Safety and security of aid workers: a priority for the UK’s International Development Strategy and humanitarian policy review

22 September 2021

As the British government reviews its International Development Strategy (IDS) and humanitarian policy, it is imperative that we address the safety and security challenges humanitarian agencies face.

Insecurity is one of the main barriers to humanitarian access. Safety and security threats compromise longer-term development efforts and other FCDO priorities, including girls’ education and climate resilience. Aid workers face many different threats, ranging from kidnapping and shooting to abuse. These matter, not only because they disrupt an operations’ continuity -impacting people’s access to life-saving aid and protection- but they also put at risk aid workers’ lives.

The situation playing out in Afghanistan highlights that the British government, as a major aid donor, has ethical and practical responsibilities to its partner organisations. What are those responsibilities? And how could the FCDO’s wider international development and humanitarian strategies support aid worker safety and security? In answer to these questions, we should take into account the following guidelines:

1. Ensure that partnerships consider safety and security measures

‘While discussing SRM with an international partner recently, I was told, ‘you’re expected to get on with that sort of thing on your own.’’ Fares Al-Saleh, SARD.
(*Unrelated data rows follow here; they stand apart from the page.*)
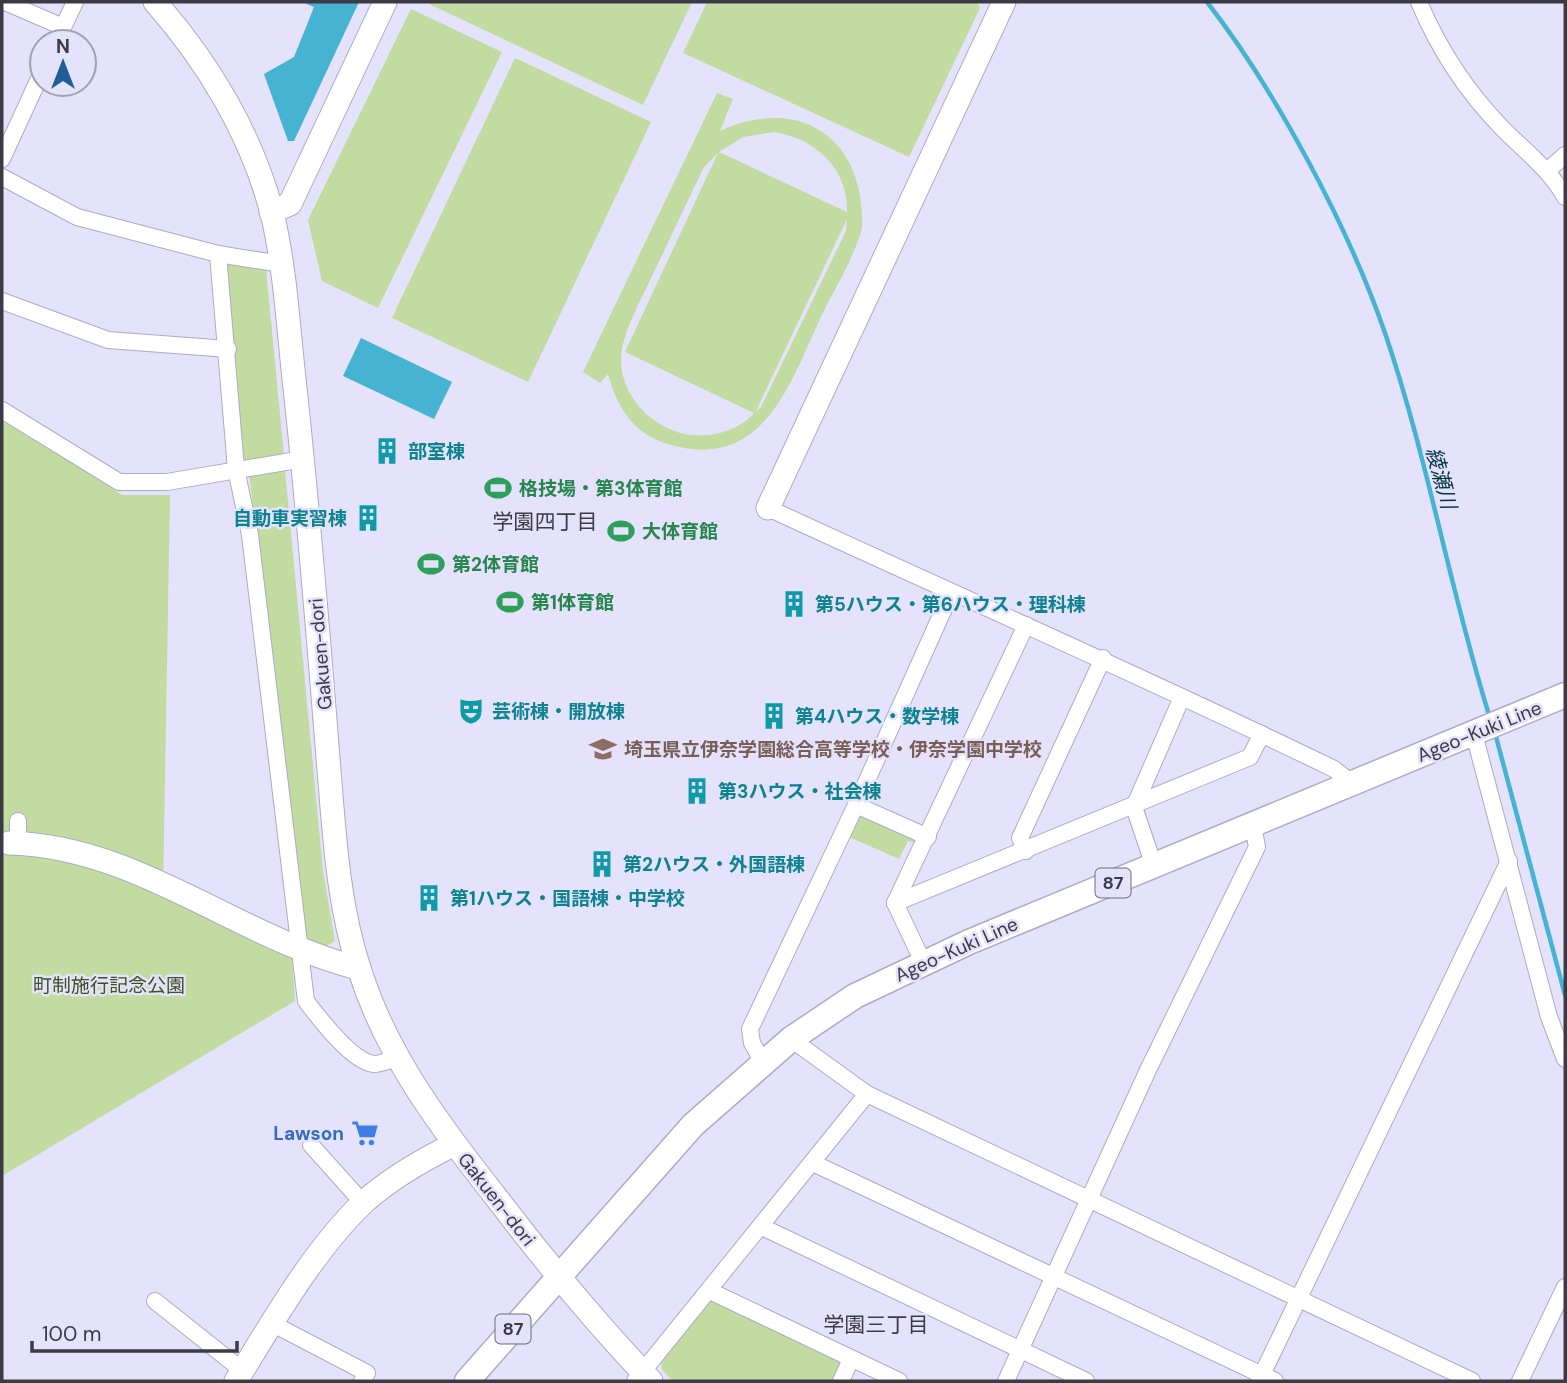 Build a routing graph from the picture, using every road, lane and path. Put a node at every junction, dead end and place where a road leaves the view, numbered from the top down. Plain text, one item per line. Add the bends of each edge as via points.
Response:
1 (5, 2) edge
2 (75, 2) edge
3 (155, 2) edge
4 (385, 2) edge
5 (1004, 2) edge
6 (1419, 2) edge
7 (48, 28) edge
8 (62, 28) edge
9 (30, 98) edge
10 (1565, 155) edge
11 (2, 159) edge
12 (1547, 171) junction
13 (2, 177) edge
14 (1565, 197) edge
15 (271, 212) junction
16 (218, 254) junction
17 (281, 264) junction
18 (2, 302) edge
19 (228, 349) junction
20 (2, 410) edge
21 (303, 459) junction
22 (236, 469) junction
23 (768, 508) joint
24 (951, 593) junction
25 (1026, 625) junction
26 (1103, 659) junction
27 (1565, 695) edge
28 (1182, 697) junction
29 (1476, 733) junction
30 (1262, 734) junction
31 (1352, 783) junction
32 (856, 805) junction
33 (1134, 807) junction
34 (1253, 825) junction
35 (15, 836) dead end
36 (928, 837) junction
37 (1026, 850) junction
38 (1509, 861) junction
39 (1154, 866) junction
40 (895, 903) junction
41 (299, 950) junction
42 (923, 962) junction
43 (359, 968) junction
44 (792, 1039) junction
45 (396, 1058) junction
46 (1565, 1059) edge
47 (764, 1062) junction
48 (867, 1094) junction
49 (455, 1144) junction
50 (311, 1145) dead end
51 (813, 1163) junction
52 (1090, 1202) junction
53 (363, 1203) junction
54 (762, 1227) junction
55 (558, 1278) junction
56 (1053, 1278) junction
57 (1565, 1287) edge
58 (710, 1291) junction
59 (1299, 1298) junction
60 (155, 1301) dead end
61 (273, 1324) junction
62 (1020, 1350) junction
63 (851, 1359) junction
64 (240, 1378) edge
65 (368, 1378) edge
66 (643, 1379) edge
67 (1265, 1379) edge
68 (467, 1381) edge
69 (841, 1381) edge
70 (899, 1381) edge
71 (1006, 1381) edge
72 (1086, 1381) edge
73 (1472, 1381) edge
74 (1520, 1381) edge

1 - 7 street
2 - 8 street
3 - 15 street, Gakuen-dori via 222,94
4 - 15 street via 290,204
5 - 23 street
6 - 12 street via 1447,62 1501,127
9 - 11 street
10 - 12 street
12 - 14 street
13 - 16 street via 77,217
15 - 17 street, Gakuen-dori
16 - 17 street
16 - 19 street
17 - 21 street, Gakuen-dori
18 - 19 street via 108,340
19 - 22 street
20 - 22 street via 119,482 167,482
21 - 22 street
21 - 43 street, Gakuen-dori via 337,854
22 - 41 street via 250,535
23 - 24 street
24 - 25 street
24 - 32 street
25 - 26 street
25 - 36 street
26 - 28 street
26 - 37 street via 1020,838
27 - 29 main road, Ageo-Kuki Line / 87
28 - 30 street
28 - 33 street
29 - 31 main road, Ageo-Kuki Line / 87
29 - 38 street
30 - 31 street via 1334,769
30 - 33 street via 1250,757
31 - 34 main road, Ageo-Kuki Line / 87
32 - 36 street
32 - 47 street via 750,1029 752,1043
33 - 37 street
33 - 39 street
34 - 39 main road, Ageo-Kuki Line / 87
34 - 52 street via 1256,847
35 - 41 street via 147,875
36 - 40 street
37 - 40 street
38 - 46 street via 1549,1017
38 - 59 street
39 - 42 main road, Ageo-Kuki Line / 87
40 - 42 street
41 - 43 street
41 - 45 street via 306,1002 323,1024 357,1057 374,1064
42 - 44 main road, Ageo-Kuki Line / 87 via 855,996
43 - 45 street, Gakuen-dori
44 - 47 main road, Ageo-Kuki Line / 87
44 - 48 street
45 - 49 street, Gakuen-dori
47 - 55 main road, Ageo-Kuki Line / 87 via 666,1153
48 - 51 street
48 - 52 street
49 - 53 street via 408,1169
49 - 55 street, Gakuen-dori
50 - 53 street
51 - 54 street
51 - 56 street
52 - 56 street
52 - 59 street
53 - 61 street via 322,1252
54 - 58 street
54 - 62 street
55 - 66 street, Gakuen-dori
55 - 68 main road, Ageo-Kuki Line / 87
56 - 62 street
56 - 67 street
57 - 74 street
58 - 63 street
58 - 66 street
59 - 67 street
59 - 73 street
60 - 64 street
61 - 64 street
61 - 65 street
62 - 71 street
62 - 72 street
63 - 69 street
63 - 70 street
Sadly the above quote from one local NGO in Syria has been echoed by many others in other contexts. As efforts to ‘localise’ aid increase, we need to acknowledge that local NGOs, while primarily taking on the responsibility for aid operations, also face the highest security risks. Incidents involving international aid workers often make the headlines. However, the reality is that in 2020 alone, 95% of the total number reported as victims of incidents were national staff. The real numbers are likely to be worse, since many incidents concerning national NGO partners go unreported. In 2020, GISF’s research, supported by CAFOD and other partners, highlighted that most local NGOs were left alone to deal with security risks in many NGO partnerships.
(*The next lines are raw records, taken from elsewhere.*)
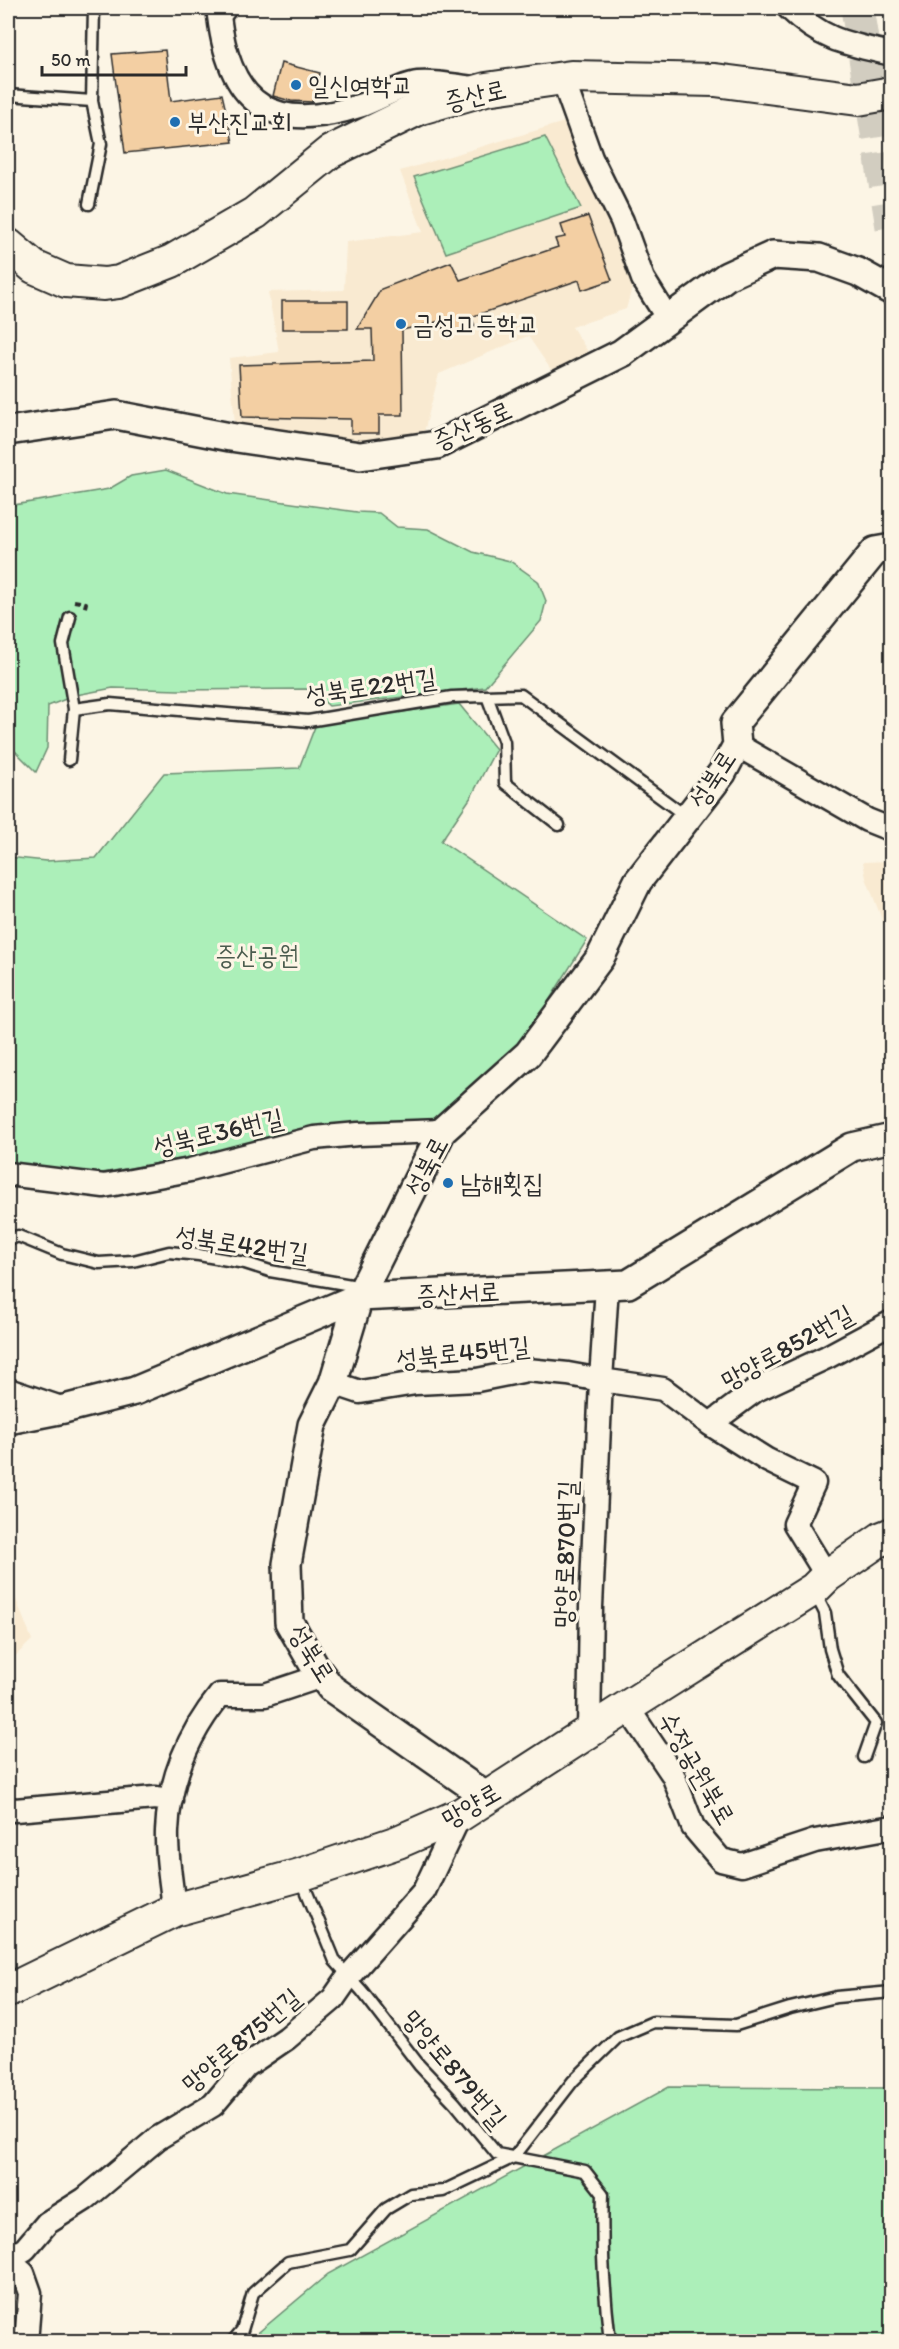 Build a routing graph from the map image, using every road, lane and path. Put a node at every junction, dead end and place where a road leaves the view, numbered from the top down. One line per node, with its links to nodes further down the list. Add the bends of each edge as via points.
1 (94, 8): 9 (lane)
2 (225, 8): 6 (street, via 219,15 225,52 256,103 273,113 302,117 328,114 417,83)
3 (789, 8): 4 (street, via 835,41)
4 (891, 54)
5 (571, 77): 6 (main road, 증산로); 7 (main road, 증산로, via 715,80 858,99); 13 (street, via 568,94 591,158 622,221 643,279)
6 (486, 89): 11 (main road, 증산로, via 420,108 330,152 255,213 172,261 119,282 66,281 34,267)
7 (891, 93)
8 (8, 95): 9 (lane)
9 (92, 101): 10 (lane, via 101,144)
10 (89, 204)
11 (8, 245)
12 (891, 291): 13 (street, 증산동로, via 858,272 819,258 773,255 727,276)
13 (668, 319): 14 (street, 증산동로, via 622,353 437,445 360,456 116,415)
14 (8, 430)
15 (891, 548): 19 (street, 성북로, via 875,551 735,723)
16 (70, 617): 18 (lane, via 63,644)
17 (487, 696): 18 (lane, 성북로22번길, via 452,697 308,721 110,704); 21 (lane, 성북로22번길, via 521,694); 22 (lane, via 504,742 505,783)
18 (74, 709): 20 (lane)
19 (737, 745): 21 (street, 성북로, via 722,773); 23 (street)
20 (69, 760)
21 (688, 817): 24 (street, 성북로, via 638,881 600,958 528,1054)
22 (559, 825)
23 (891, 830)
24 (442, 1131): 26 (street, 성북로36번길, via 314,1138 190,1170 104,1186); 29 (street, 성북로)
25 (891, 1138): 28 (street, 증산서로, via 852,1147 628,1284)
26 (8, 1174)
27 (8, 1240): 29 (lane, 성북로42번길, via 18,1236 62,1254 99,1263 132,1261 169,1252 199,1255 351,1285)
28 (607, 1286): 29 (street, 증산서로); 31 (street)
29 (360, 1297): 32 (street, 성북로); 34 (street, 증산서로, via 135,1391)
30 (891, 1322): 36 (street, 망양로852번길, via 756,1390)
31 (601, 1380): 32 (street, 성북로45번길, via 527,1370 477,1380 416,1383 360,1392); 36 (street, 망양로852번길, via 663,1389); 41 (street, 망양로870번길)
32 (333, 1383): 39 (street, 성북로, via 312,1425 287,1564 289,1622)
33 (8, 1390): 34 (street)
34 (64, 1409): 35 (street, 증산서로)
35 (8, 1420)
36 (710, 1424): 38 (street, via 767,1460 814,1483 795,1524)
37 (891, 1534): 38 (main road, 망양로)
38 (820, 1583): 40 (main road, 망양로); 42 (lane, via 838,1675 876,1723)
39 (322, 1676): 43 (street, 성북로, via 331,1688); 44 (street, via 265,1695 220,1695 190,1740 176,1774)
40 (627, 1707): 41 (main road, 망양로); 47 (street, 수정공원북로, via 673,1775 693,1827 721,1860 742,1865 814,1841)
41 (589, 1731): 43 (main road, 망양로)
42 (864, 1757)
43 (487, 1797): 46 (main road, 망양로)
44 (171, 1800): 45 (street, via 155,1797); 49 (street, via 167,1833)
45 (8, 1808)
46 (460, 1815): 48 (main road, 망양로, via 398,1842); 50 (street, 망양로875번길, via 424,1891)
47 (891, 1827)
48 (300, 1875): 49 (main road, 망양로); 50 (lane, 망양로879번길, via 335,1961)
49 (174, 1910): 51 (main road, 망양로)
50 (349, 1976): 53 (lane, 망양로879번길, via 482,2139 497,2154); 54 (street, 망양로875번길, via 333,1999 246,2066 213,2105 158,2138 85,2199 47,2223 25,2249)
51 (8, 1991)
52 (891, 1992): 53 (lane, via 836,1997 736,2025 653,2022 636,2029 618,2037 573,2081)
53 (514, 2157): 56 (lane, via 443,2191 411,2194 386,2209 350,2250 288,2262 252,2293 242,2330); 57 (lane, 망양로879번길, via 585,2171 603,2194 601,2237)
54 (8, 2260): 55 (street, via 23,2273 30,2293)
55 (26, 2342)
56 (232, 2342)
57 (610, 2342)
Looking forward, all grants and partnership agreements between the FCDO and international or local humanitarian organisations should include specific provisions for security risk management. When the FCDO funds international actors, knowing they will work with local partners to implement operations, clear sections must explain how partners will share risk.

2. Promote sustainable and equitable funding for security

Humanitarian organisations often struggle to obtain adequate funding to manage their security. In many cases, a lack of dedicated budget lines means that organisations don’t ask for security funding. In other cases, organisations don’t have the flexibility necessary to adapt to changes in the security context. It is encouraging that the FCDO has declared its willingness to fund humanitarian organisations’ demands for security. Through the IDS and humanitarian review, this commitment needs to be translated into specific parameters for policy, funding, and partnership contracts.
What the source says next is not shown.